Mais, chose singulière, si l’on excepte les récriminations dynastiques et presque personnelles du roi Guillaume avant l’entrée en campagne, à peine dirait-on que les Allemands aient eu à se plaindre de Napoléon, et voici que Louis XIV porte aujourd’hui tout le poids du ressentiment germanique ; c’est lui qui a fait tout le mal, c’est presque pour punir Louis XIV, pour renverser l’œuvre de ce roi, mort depuis plus de cent cinquante ans, que l’Allemagne a entrepris cette guerre. Déjà M. de Bismarck, dans une de ses dépêches, avait parlé « des conquêtes injustes » de Louis XIV ; depuis, dans la journée « historique » du 18 janvier, lorsque, dans le château de Versailles, le roi de Prusse fut proclamé empereur d’Allemagne, le prédicateur de la garnison, M. Rogge, beau-frère du ministre de la guerre, a prononcé un discours où, entre autres choses, il a fait ressortir que « c’est dans ces murs, dans ce château de Louis XIV, qu’on avait conçu le plan d’abaisser l’Allemagne. »
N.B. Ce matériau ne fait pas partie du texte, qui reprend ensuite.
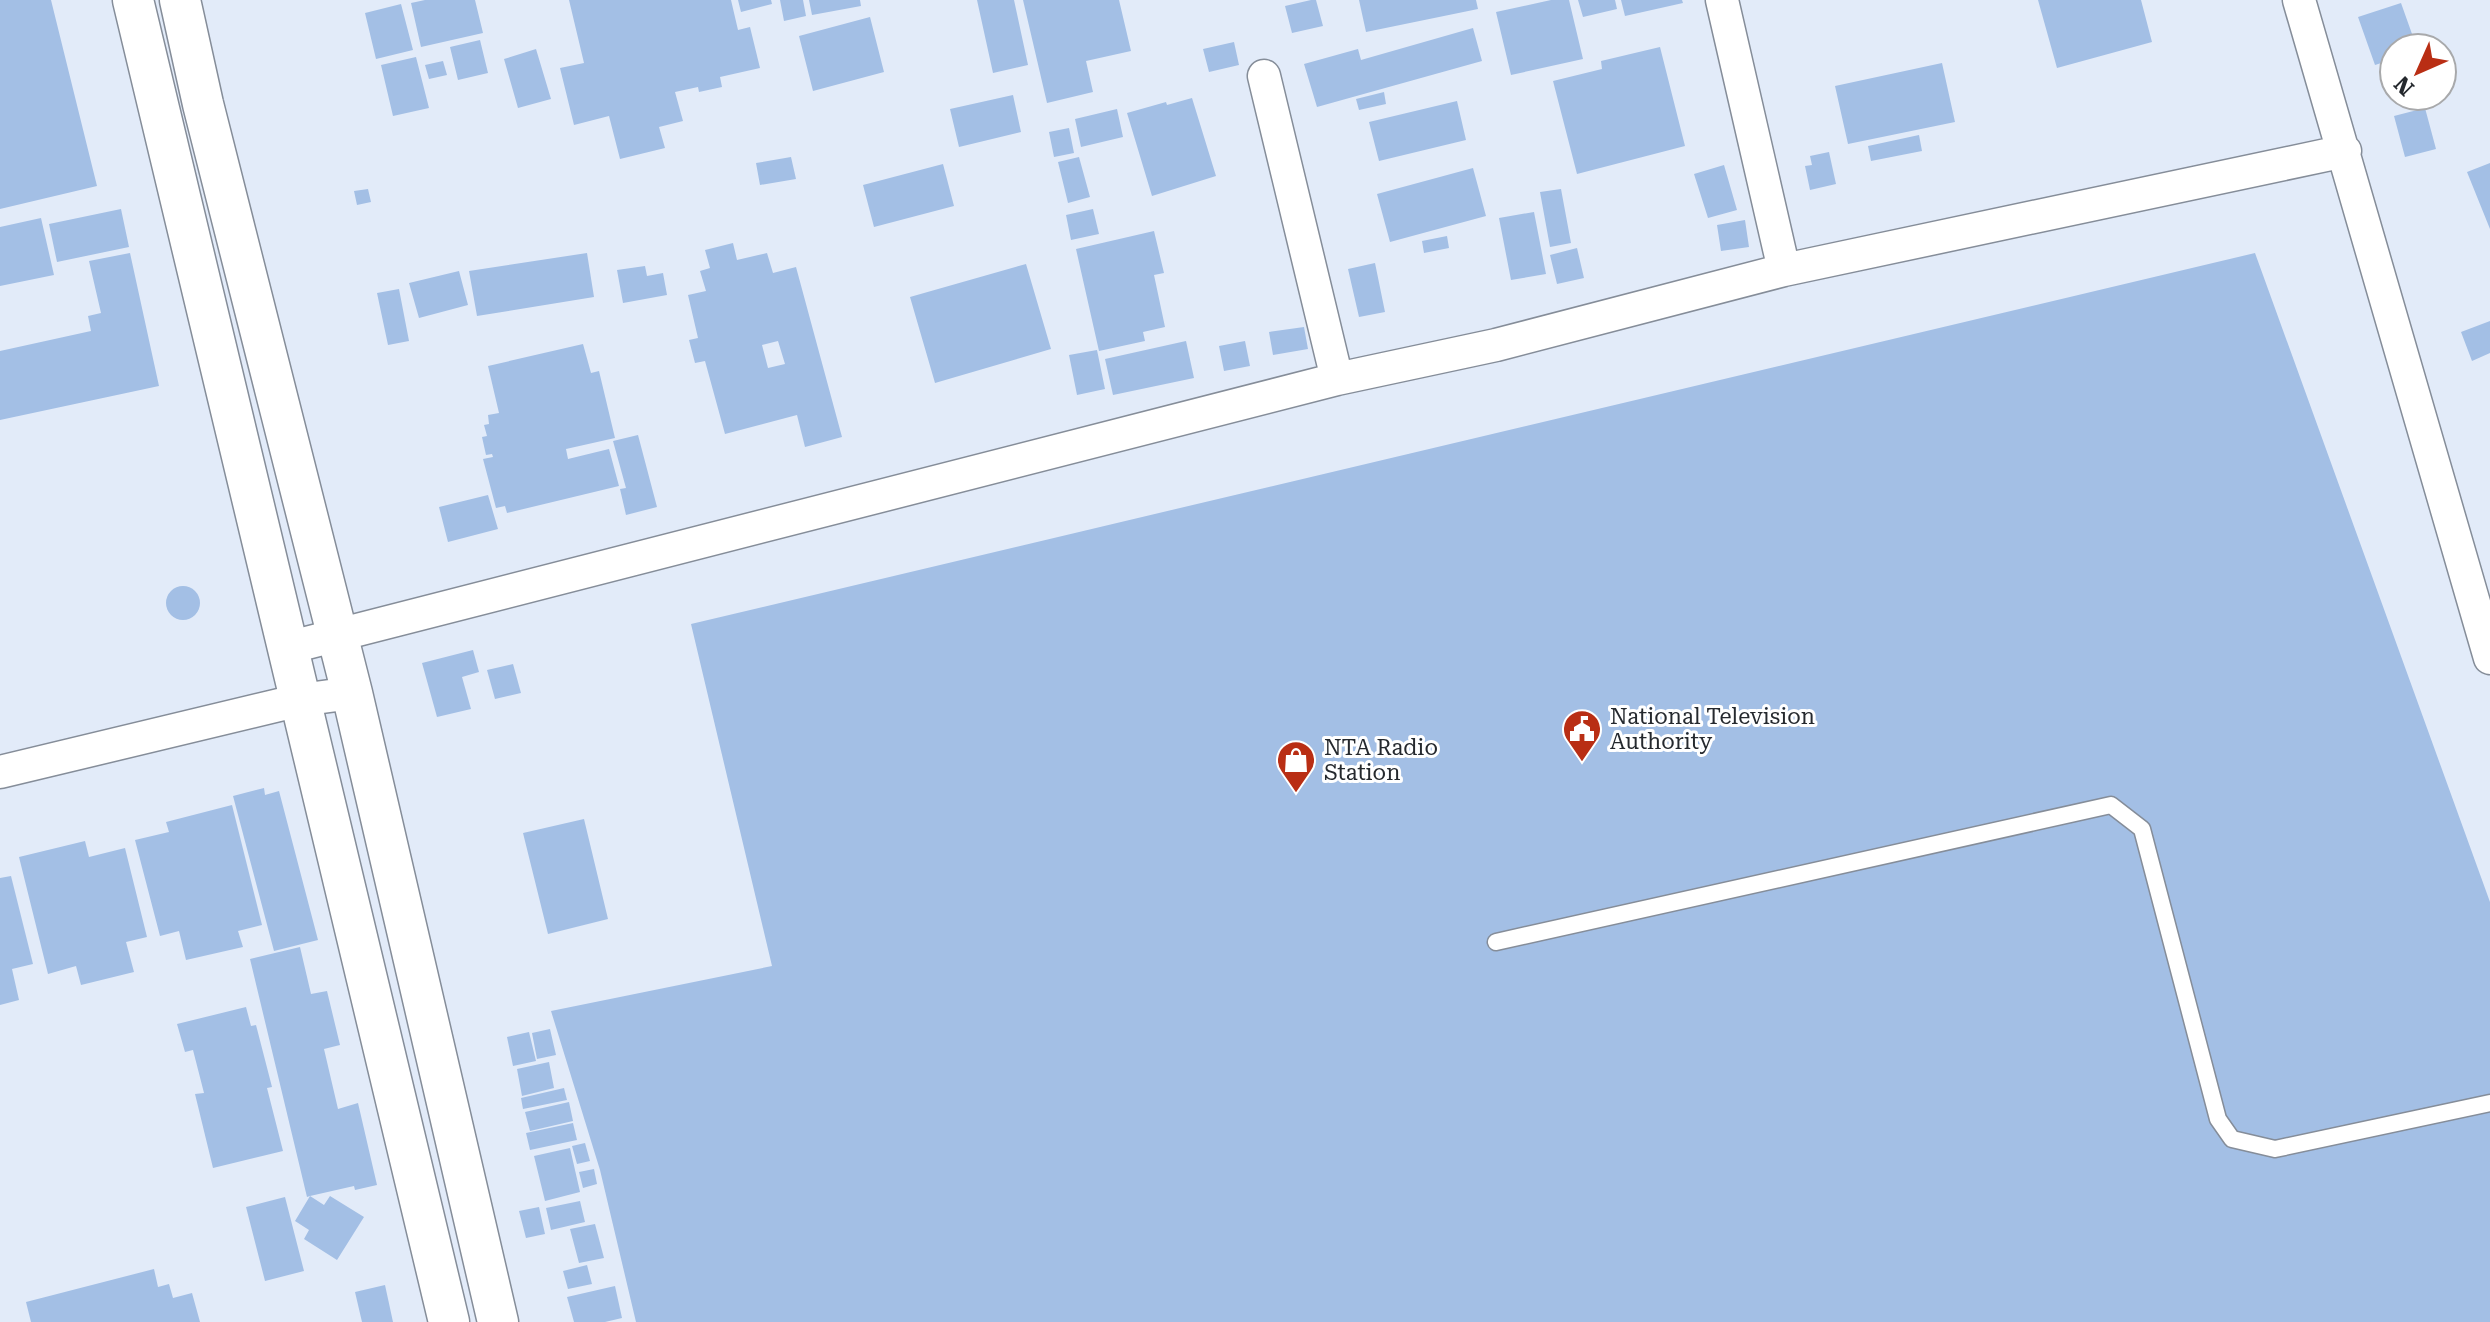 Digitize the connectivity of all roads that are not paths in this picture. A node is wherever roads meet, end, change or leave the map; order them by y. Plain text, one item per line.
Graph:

Tout est donc expliqué, et nous voilà bien éclairés ; nous avions cru jusqu’ici que, si le plan d’abaisser l’Allemagne avait été médité quelque part, c’était aux Tuileries, qu’en supprimant l’empire d’Allemagne, en substituant au saint-empire romain l’humble confédération germanique dont il s’était déclaré le protecteur, c’est-à-dire le maître, Napoléon, Napoléon seul avait pu froisser, abaisser l’Allemagne. — Eh bien ! non, ce renversement de l’empire d’Allemagne, dont la contre-partie vient de s’accomplir tout près de nous et chez nous, n’est qu’un accident dans la série des méfaits que les Allemands nous reprochent, et qui remontent plus haut : c’est du palais de Versailles qu’est parti le signal de cette longue suite d’attentats contre la grandeur germanique. Louis XIV, qui put bien aspirer à faire parvenir un des siens à la dignité impériale d’Allemagne, mais dont les plus audacieuses entreprises se réduisent à rien, si on les compare à ce qu’a fait Bonaparte, Louis XIV est le véritable organisateur du complot ténébreux dont la France a poursuivi l’exécution avec une criminelle persévérance contre la dignité de l’Allemagne. Ainsi nos adversaires s’en prennent à notre histoire tout entière. En frappant la France moderne de la révolution, ils frappent du même coup la France antérieure à la révolution. N’est-il pas à propos de remonter avec eux dans ce passé déjà lointain, mais que nous ne répudions pas, d’examiner ce que valent ces griefs et d’apprécier l’esprit qui les a dictés ?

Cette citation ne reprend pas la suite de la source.